Provided entries:
☆ ☆ ☆ ☆
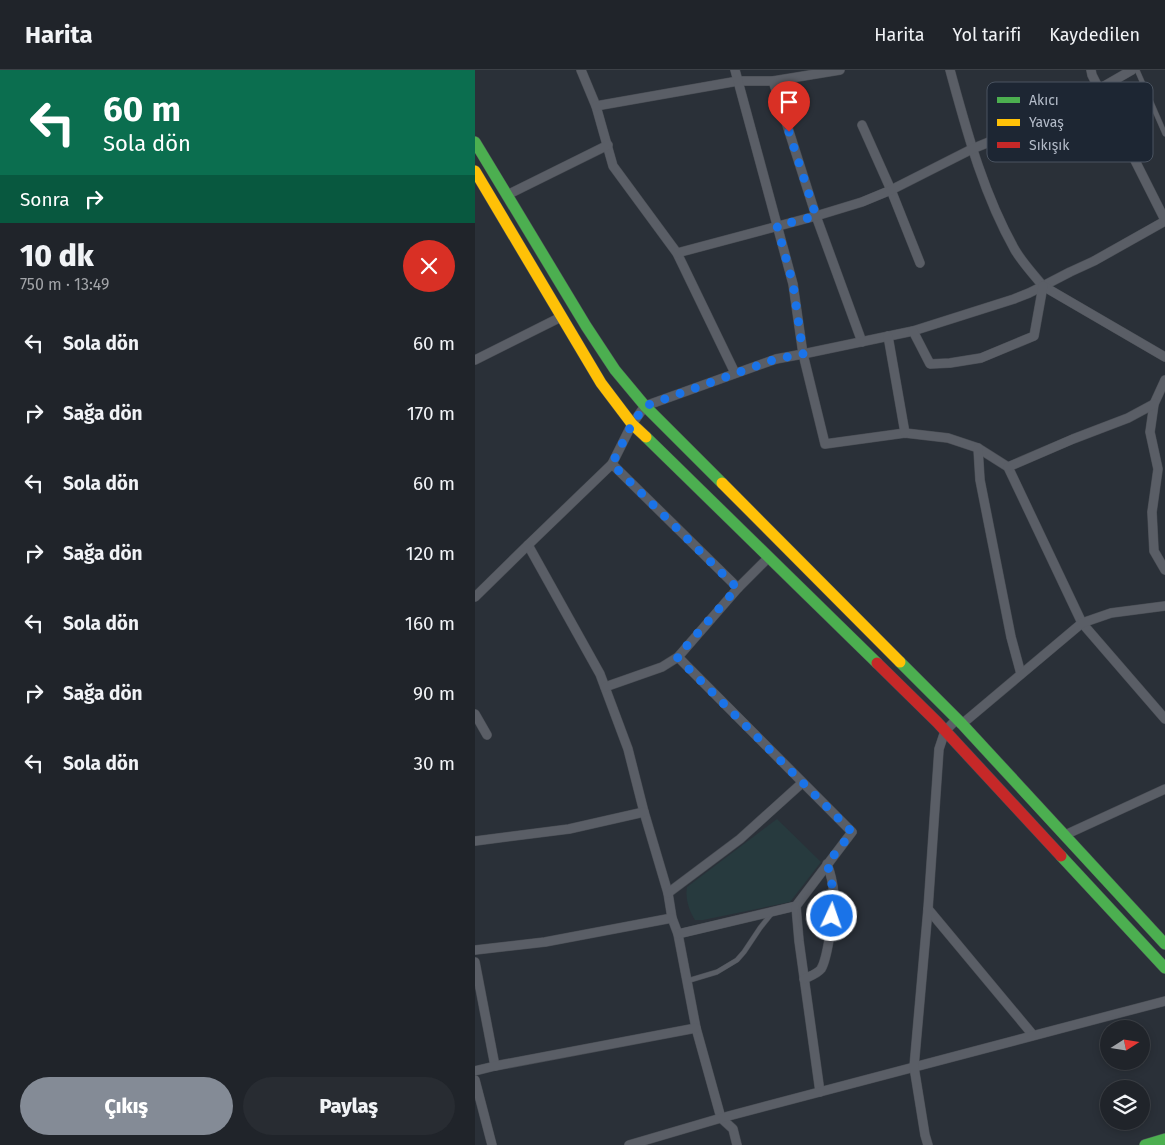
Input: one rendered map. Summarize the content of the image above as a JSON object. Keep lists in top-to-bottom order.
☆ ☆ ☆ ☆
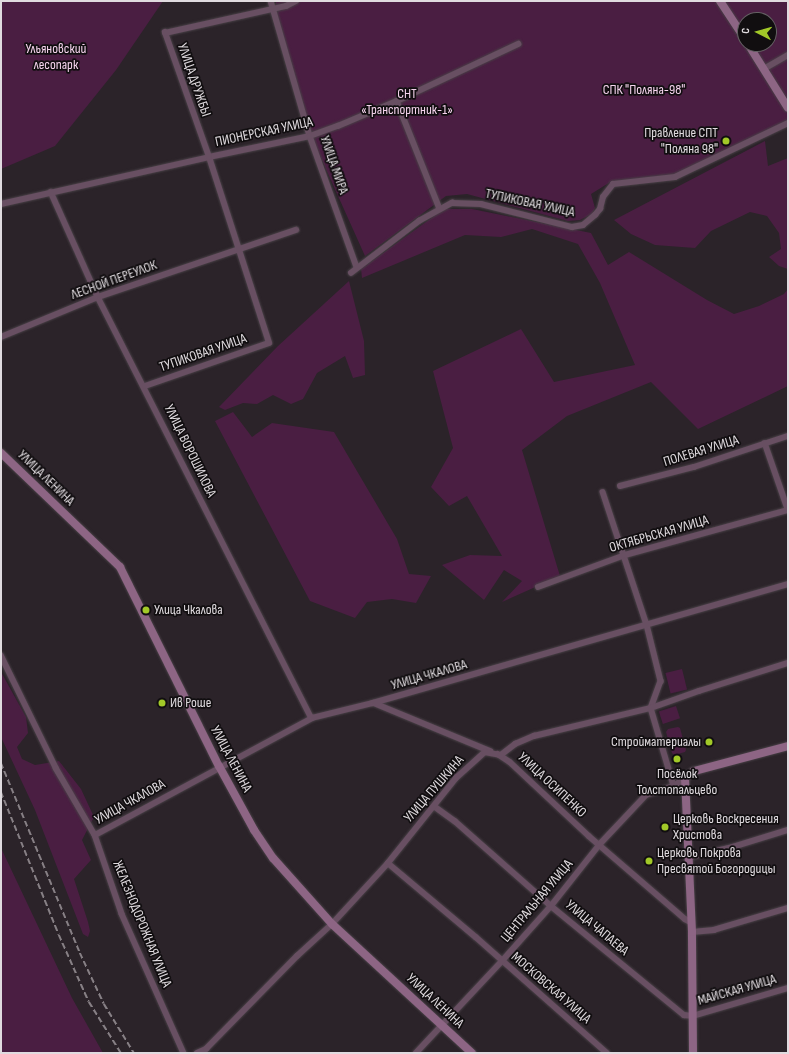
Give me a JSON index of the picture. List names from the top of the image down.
☆ ☆ ☆ ☆
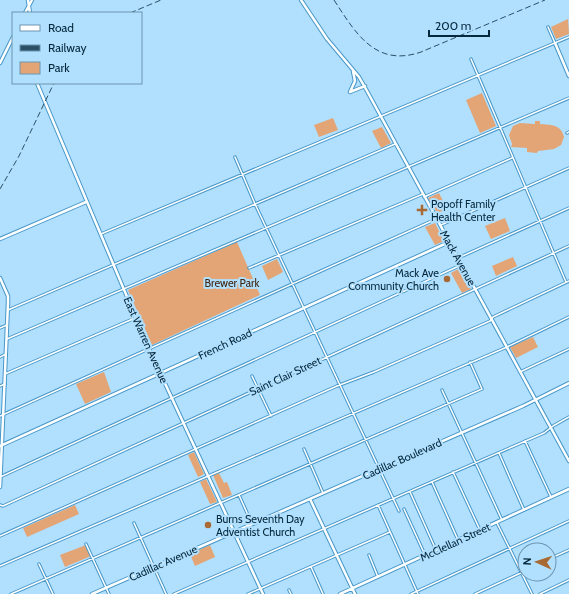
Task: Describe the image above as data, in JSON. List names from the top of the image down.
☆ ☆ ☆ ☆
Exercise: Look through the data above. Find each line with the string "down" and copy it.

Result for this task:
Give me a JSON index of the picture. List names from the top of the image down.
Task: Describe the image above as data, in JSON. List names from the top of the image down.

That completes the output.